▶ _About this task_
Here is a listing. Write it all out again exactly, but not its pictures.

▶ _Supplied data_
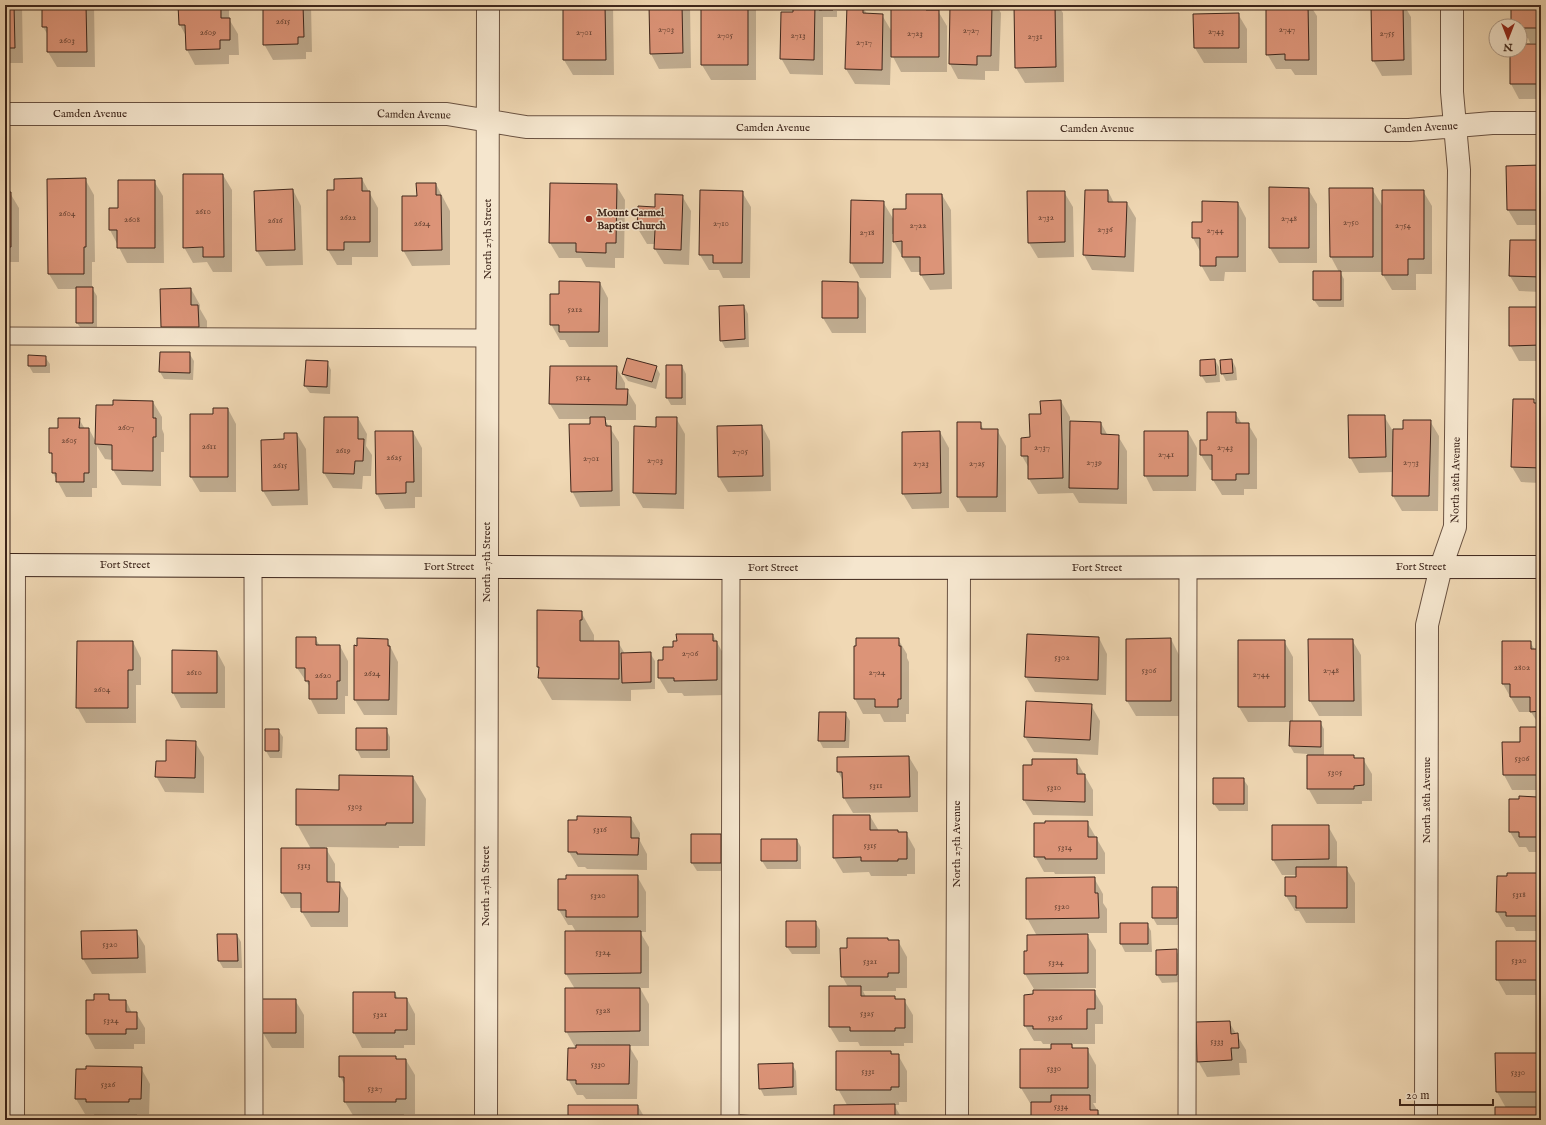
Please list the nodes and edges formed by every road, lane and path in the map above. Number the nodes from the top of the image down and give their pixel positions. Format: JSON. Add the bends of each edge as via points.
{"nodes":[{"id":1,"x":488,"y":5,"type":"edge"},
{"id":2,"x":1452,"y":5,"type":"edge"},
{"id":3,"x":5,"y":114,"type":"edge"},
{"id":4,"x":488,"y":121,"type":"junction"},
{"id":5,"x":1541,"y":123,"type":"edge"},
{"id":6,"x":1455,"y":127,"type":"junction"},
{"id":7,"x":5,"y":336,"type":"edge"},
{"id":8,"x":487,"y":338,"type":"junction"},
{"id":9,"x":10,"y":564,"type":"edge"},
{"id":10,"x":253,"y":566,"type":"junction"},
{"id":11,"x":486,"y":567,"type":"junction"},
{"id":12,"x":1441,"y":567,"type":"junction"},
{"id":13,"x":1541,"y":567,"type":"edge"},
{"id":14,"x":731,"y":568,"type":"junction"},
{"id":15,"x":959,"y":568,"type":"junction"},
{"id":16,"x":1188,"y":568,"type":"junction"},
{"id":17,"x":13,"y":1120,"type":"edge"},
{"id":18,"x":254,"y":1120,"type":"edge"},
{"id":19,"x":486,"y":1120,"type":"edge"},
{"id":20,"x":730,"y":1120,"type":"edge"},
{"id":21,"x":957,"y":1120,"type":"edge"},
{"id":22,"x":1187,"y":1120,"type":"edge"},
{"id":23,"x":1426,"y":1120,"type":"edge"}],
"edges":[{"from":1,"to":4,"type":"street","name":"North 27th Street"},
{"from":2,"to":6,"type":"street","name":"North 28th Avenue","via":[[1452,92]]},
{"from":3,"to":4,"type":"street","name":"Camden Avenue","via":[[447,114]]},
{"from":4,"to":6,"type":"street","name":"Camden Avenue","via":[[526,127],[1409,130]]},
{"from":4,"to":8,"type":"street","name":"North 27th Street"},
{"from":5,"to":6,"type":"street","name":"Camden Avenue","via":[[1492,123]]},
{"from":6,"to":12,"type":"street","name":"North 28th Avenue","via":[[1459,170],[1455,527]]},
{"from":7,"to":8,"type":"lane"},
{"from":8,"to":11,"type":"street","name":"North 27th Street"},
{"from":9,"to":10,"type":"street","name":"Fort Street"},
{"from":9,"to":17,"type":"street"},
{"from":10,"to":11,"type":"street","name":"Fort Street"},
{"from":10,"to":18,"type":"lane"},
{"from":11,"to":14,"type":"street","name":"Fort Street"},
{"from":11,"to":19,"type":"street","name":"North 27th Street"},
{"from":12,"to":13,"type":"street","name":"Fort Street"},
{"from":12,"to":16,"type":"street","name":"Fort Street"},
{"from":12,"to":23,"type":"street","name":"North 28th Avenue","via":[[1427,625]]},
{"from":14,"to":15,"type":"street","name":"Fort Street"},
{"from":14,"to":20,"type":"lane"},
{"from":15,"to":16,"type":"street","name":"Fort Street"},
{"from":15,"to":21,"type":"street","name":"North 27th Avenue"},
{"from":16,"to":22,"type":"lane"}]}
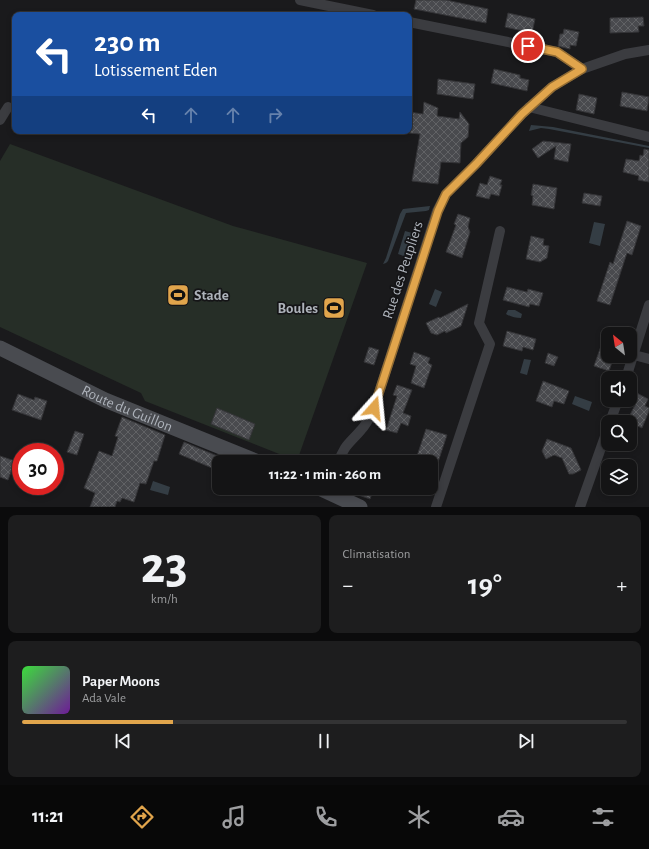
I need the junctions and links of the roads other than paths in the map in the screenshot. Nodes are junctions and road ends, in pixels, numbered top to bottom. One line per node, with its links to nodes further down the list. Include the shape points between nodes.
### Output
1 (300, 0): 2 (street)
2 (358, 12)
3 (412, 23): 5 (street, via 557,52)
4 (649, 50): 5 (street, Rue des Peupliers, via 625,54)
5 (582, 69): 7 (street, Rue des Peupliers, via 552,87)
6 (8, 107): 8 (street)
7 (530, 107): 9 (street); 18 (street, Rue des Peupliers, via 446,194 438,211 374,408 369,420 348,442)
8 (0, 120)
9 (649, 137)
10 (500, 231): 21 (street, via 479,323 490,344)
11 (649, 305): 12 (street)
12 (637, 345)
13 (0, 348): 17 (street, Route du Guillon, via 105,400)
14 (637, 356): 15 (street)
15 (649, 360)
16 (601, 448): 22 (street)
17 (241, 455)
18 (341, 455)
19 (333, 495): 20 (street)
20 (360, 507)
21 (436, 507)
22 (580, 507)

▶ _Output of the task_
Please list the nodes and edges formed by every road, lane and path in the map above. Number the nodes from the top of the image down and give their pixel positions. Format: JSON. Add the bends of each edge as via points.
{"nodes":[{"id":1,"x":488,"y":5,"type":"edge"},
{"id":2,"x":1452,"y":5,"type":"edge"},
{"id":3,"x":5,"y":114,"type":"edge"},
{"id":4,"x":488,"y":121,"type":"junction"},
{"id":5,"x":1541,"y":123,"type":"edge"},
{"id":6,"x":1455,"y":127,"type":"junction"},
{"id":7,"x":5,"y":336,"type":"edge"},
{"id":8,"x":487,"y":338,"type":"junction"},
{"id":9,"x":10,"y":564,"type":"edge"},
{"id":10,"x":253,"y":566,"type":"junction"},
{"id":11,"x":486,"y":567,"type":"junction"},
{"id":12,"x":1441,"y":567,"type":"junction"},
{"id":13,"x":1541,"y":567,"type":"edge"},
{"id":14,"x":731,"y":568,"type":"junction"},
{"id":15,"x":959,"y":568,"type":"junction"},
{"id":16,"x":1188,"y":568,"type":"junction"},
{"id":17,"x":13,"y":1120,"type":"edge"},
{"id":18,"x":254,"y":1120,"type":"edge"},
{"id":19,"x":486,"y":1120,"type":"edge"},
{"id":20,"x":730,"y":1120,"type":"edge"},
{"id":21,"x":957,"y":1120,"type":"edge"},
{"id":22,"x":1187,"y":1120,"type":"edge"},
{"id":23,"x":1426,"y":1120,"type":"edge"}],
"edges":[{"from":1,"to":4,"type":"street","name":"North 27th Street"},
{"from":2,"to":6,"type":"street","name":"North 28th Avenue","via":[[1452,92]]},
{"from":3,"to":4,"type":"street","name":"Camden Avenue","via":[[447,114]]},
{"from":4,"to":6,"type":"street","name":"Camden Avenue","via":[[526,127],[1409,130]]},
{"from":4,"to":8,"type":"street","name":"North 27th Street"},
{"from":5,"to":6,"type":"street","name":"Camden Avenue","via":[[1492,123]]},
{"from":6,"to":12,"type":"street","name":"North 28th Avenue","via":[[1459,170],[1455,527]]},
{"from":7,"to":8,"type":"lane"},
{"from":8,"to":11,"type":"street","name":"North 27th Street"},
{"from":9,"to":10,"type":"street","name":"Fort Street"},
{"from":9,"to":17,"type":"street"},
{"from":10,"to":11,"type":"street","name":"Fort Street"},
{"from":10,"to":18,"type":"lane"},
{"from":11,"to":14,"type":"street","name":"Fort Street"},
{"from":11,"to":19,"type":"street","name":"North 27th Street"},
{"from":12,"to":13,"type":"street","name":"Fort Street"},
{"from":12,"to":16,"type":"street","name":"Fort Street"},
{"from":12,"to":23,"type":"street","name":"North 28th Avenue","via":[[1427,625]]},
{"from":14,"to":15,"type":"street","name":"Fort Street"},
{"from":14,"to":20,"type":"lane"},
{"from":15,"to":16,"type":"street","name":"Fort Street"},
{"from":15,"to":21,"type":"street","name":"North 27th Avenue"},
{"from":16,"to":22,"type":"lane"}]}
I need the junctions and links of the roads other than paths in the map in the screenshot. Nodes are junctions and road ends, in pixels, numbered top to bottom. One line per node, with its links to nodes further down the list. Include the shape points between nodes.
### Output
1 (300, 0): 2 (street)
2 (358, 12)
3 (412, 23): 5 (street, via 557,52)
4 (649, 50): 5 (street, Rue des Peupliers, via 625,54)
5 (582, 69): 7 (street, Rue des Peupliers, via 552,87)
6 (8, 107): 8 (street)
7 (530, 107): 9 (street); 18 (street, Rue des Peupliers, via 446,194 438,211 374,408 369,420 348,442)
8 (0, 120)
9 (649, 137)
10 (500, 231): 21 (street, via 479,323 490,344)
11 (649, 305): 12 (street)
12 (637, 345)
13 (0, 348): 17 (street, Route du Guillon, via 105,400)
14 (637, 356): 15 (street)
15 (649, 360)
16 (601, 448): 22 (street)
17 (241, 455)
18 (341, 455)
19 (333, 495): 20 (street)
20 (360, 507)
21 (436, 507)
22 (580, 507)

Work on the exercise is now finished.